I would like to ask you to say a prayer for my dad. As I’ve mentioned before, he’s an atheist. He’s been through many long spells of not being happy with his life, which I suspect has a lot to do with his atheistic worldview. He is firmly entrenched in his beliefs and, as an engineer, prides himself on being a scientific, logical thinker who doesn’t need any psychological “crutches” like religion to get by in life (I actually spent quite some time wondering if that comment from Anonymous was him).
Right now he’s living on the other side of the world in the United Arab Emirates, working on an engineering project over there. He’s lonely and a bit bored and emailed me the other day to ask if I had any good books to recommend. I wasn’t going to let this opportunity pass me by! I gave him the names and a brief review of four books I thought he might enjoy and threw in Lee Strobel’s Case for the Creator.
Of all the Christian authors I’ve read I’ve found that Strobel is the only one who really knows how to talk to atheists about the Christian perspective. His Case for Christ was the first thing I ever read that made me think that maybe these New Testament stories are true.
To my great surprise, my dad actually ordered the book and I guess is actually going to read it. I don’t have very high hopes for this since he’s undoubtedly going to read it with an eye towards picking it apart. But I suppose there’s a small glimmer of hope that it might spark him to be slightly more open-minded on the issue of God. I don’t think he’s ever read a book by a Christian author so I doubt he’s heard these ideas before.

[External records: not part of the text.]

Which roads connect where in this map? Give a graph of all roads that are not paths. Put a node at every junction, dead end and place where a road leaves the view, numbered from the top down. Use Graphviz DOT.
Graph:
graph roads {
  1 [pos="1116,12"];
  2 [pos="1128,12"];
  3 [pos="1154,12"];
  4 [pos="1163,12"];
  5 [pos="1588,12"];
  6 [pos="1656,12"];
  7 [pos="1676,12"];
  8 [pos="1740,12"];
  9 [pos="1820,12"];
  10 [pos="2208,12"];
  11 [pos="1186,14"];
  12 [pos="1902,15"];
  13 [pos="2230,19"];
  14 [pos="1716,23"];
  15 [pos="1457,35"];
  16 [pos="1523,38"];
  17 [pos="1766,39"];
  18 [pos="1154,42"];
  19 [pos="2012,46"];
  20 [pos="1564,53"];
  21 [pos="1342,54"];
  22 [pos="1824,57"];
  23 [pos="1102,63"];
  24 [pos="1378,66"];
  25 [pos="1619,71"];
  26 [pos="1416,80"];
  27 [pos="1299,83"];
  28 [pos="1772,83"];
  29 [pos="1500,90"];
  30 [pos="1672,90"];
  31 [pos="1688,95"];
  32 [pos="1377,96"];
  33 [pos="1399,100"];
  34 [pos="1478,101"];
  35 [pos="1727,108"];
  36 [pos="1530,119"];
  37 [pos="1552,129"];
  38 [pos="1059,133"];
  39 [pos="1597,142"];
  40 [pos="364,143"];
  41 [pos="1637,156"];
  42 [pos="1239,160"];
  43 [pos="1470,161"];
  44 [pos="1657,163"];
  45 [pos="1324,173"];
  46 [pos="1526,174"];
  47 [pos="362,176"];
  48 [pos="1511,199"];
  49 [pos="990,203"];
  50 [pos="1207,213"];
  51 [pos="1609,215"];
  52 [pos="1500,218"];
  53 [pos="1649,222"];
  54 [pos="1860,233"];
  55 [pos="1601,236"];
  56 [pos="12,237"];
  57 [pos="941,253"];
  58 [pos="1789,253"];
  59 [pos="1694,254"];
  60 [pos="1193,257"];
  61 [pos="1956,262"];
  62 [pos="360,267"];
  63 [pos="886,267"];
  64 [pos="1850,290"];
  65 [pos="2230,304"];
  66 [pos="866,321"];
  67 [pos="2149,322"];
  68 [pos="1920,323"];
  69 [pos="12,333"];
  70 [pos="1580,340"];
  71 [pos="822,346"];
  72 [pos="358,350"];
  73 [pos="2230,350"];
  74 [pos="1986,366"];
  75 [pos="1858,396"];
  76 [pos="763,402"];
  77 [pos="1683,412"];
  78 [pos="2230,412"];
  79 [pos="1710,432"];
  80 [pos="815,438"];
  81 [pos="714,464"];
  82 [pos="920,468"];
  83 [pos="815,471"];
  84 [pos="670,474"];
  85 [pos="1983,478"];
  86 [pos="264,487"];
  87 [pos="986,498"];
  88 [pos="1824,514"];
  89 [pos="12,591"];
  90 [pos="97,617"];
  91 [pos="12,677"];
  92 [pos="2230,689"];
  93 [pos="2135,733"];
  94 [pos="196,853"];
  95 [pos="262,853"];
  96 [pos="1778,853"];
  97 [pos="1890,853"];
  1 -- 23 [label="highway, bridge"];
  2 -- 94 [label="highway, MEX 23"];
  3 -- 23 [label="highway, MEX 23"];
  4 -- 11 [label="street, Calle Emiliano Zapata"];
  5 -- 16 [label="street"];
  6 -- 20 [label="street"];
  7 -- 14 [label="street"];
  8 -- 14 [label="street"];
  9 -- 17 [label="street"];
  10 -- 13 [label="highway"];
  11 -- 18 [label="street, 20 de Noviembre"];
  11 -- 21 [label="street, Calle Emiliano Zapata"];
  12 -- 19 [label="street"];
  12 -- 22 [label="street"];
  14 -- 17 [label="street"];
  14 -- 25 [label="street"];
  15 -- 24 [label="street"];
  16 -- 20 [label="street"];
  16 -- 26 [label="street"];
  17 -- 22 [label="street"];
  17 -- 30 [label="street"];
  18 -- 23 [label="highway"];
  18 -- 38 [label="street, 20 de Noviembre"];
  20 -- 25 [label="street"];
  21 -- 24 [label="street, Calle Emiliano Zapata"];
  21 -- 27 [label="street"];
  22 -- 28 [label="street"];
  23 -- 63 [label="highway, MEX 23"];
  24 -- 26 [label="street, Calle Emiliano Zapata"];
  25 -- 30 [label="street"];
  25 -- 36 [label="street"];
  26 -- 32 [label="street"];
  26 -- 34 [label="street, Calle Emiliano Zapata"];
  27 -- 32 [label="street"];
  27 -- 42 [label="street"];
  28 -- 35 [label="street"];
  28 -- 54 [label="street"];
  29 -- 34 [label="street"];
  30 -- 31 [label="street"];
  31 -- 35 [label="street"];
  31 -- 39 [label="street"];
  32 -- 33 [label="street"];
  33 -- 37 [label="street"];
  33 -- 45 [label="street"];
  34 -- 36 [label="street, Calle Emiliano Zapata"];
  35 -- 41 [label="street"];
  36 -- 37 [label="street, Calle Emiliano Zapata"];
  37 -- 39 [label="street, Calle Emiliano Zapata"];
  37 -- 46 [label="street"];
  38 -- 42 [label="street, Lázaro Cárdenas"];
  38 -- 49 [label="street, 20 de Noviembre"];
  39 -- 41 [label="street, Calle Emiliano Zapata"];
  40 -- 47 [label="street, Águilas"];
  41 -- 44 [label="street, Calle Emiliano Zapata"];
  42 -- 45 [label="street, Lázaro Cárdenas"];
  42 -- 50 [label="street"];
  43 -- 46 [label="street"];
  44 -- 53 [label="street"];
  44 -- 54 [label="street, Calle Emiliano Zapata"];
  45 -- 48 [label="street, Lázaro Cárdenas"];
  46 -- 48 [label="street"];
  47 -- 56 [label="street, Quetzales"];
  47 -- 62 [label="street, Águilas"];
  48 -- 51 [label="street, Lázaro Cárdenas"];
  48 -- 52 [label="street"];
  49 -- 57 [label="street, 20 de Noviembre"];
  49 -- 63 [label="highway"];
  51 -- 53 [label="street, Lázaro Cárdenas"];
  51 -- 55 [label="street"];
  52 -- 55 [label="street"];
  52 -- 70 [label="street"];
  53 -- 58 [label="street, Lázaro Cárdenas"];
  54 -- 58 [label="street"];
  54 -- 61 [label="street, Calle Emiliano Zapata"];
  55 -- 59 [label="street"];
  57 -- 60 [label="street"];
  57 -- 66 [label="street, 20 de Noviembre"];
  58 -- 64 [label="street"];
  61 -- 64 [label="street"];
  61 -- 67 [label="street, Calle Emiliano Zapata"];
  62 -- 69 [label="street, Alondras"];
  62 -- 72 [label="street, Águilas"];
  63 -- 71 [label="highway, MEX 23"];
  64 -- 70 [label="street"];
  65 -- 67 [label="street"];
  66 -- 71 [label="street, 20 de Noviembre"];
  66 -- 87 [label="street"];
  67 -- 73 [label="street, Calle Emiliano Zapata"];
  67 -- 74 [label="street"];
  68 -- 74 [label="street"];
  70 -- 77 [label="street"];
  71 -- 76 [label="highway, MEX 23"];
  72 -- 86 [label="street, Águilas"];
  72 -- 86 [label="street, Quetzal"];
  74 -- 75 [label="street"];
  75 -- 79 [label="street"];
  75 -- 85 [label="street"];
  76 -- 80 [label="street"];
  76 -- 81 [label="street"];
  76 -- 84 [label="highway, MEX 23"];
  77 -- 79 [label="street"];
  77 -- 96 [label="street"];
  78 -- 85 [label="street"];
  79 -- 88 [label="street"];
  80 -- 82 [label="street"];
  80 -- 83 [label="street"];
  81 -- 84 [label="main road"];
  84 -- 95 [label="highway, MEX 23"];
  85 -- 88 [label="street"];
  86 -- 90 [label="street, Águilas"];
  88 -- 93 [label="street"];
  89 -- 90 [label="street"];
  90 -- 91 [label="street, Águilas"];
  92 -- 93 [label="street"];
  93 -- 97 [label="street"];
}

And of course now I’m second-guessing myself and wondering if this was really the best book I could recommend. I think this is probably my one shot to get my dad to read a pro-Christian or pro-God book, that if I’m mis-remembering it and it actually sucks he’s going to roll his eyes at any future suggestions. Ugh.
Anyway, please say a prayer that perhaps this book will at least take one little brick out of the mental wall my father’s built up against religion. It’s so painfully obvious how much more fulfilled he would be if he would just admit that maybe, just maybe, he and me and my son who he loves so dearly are something more than a bunch of chemicals. That maybe life actually does have a purpose.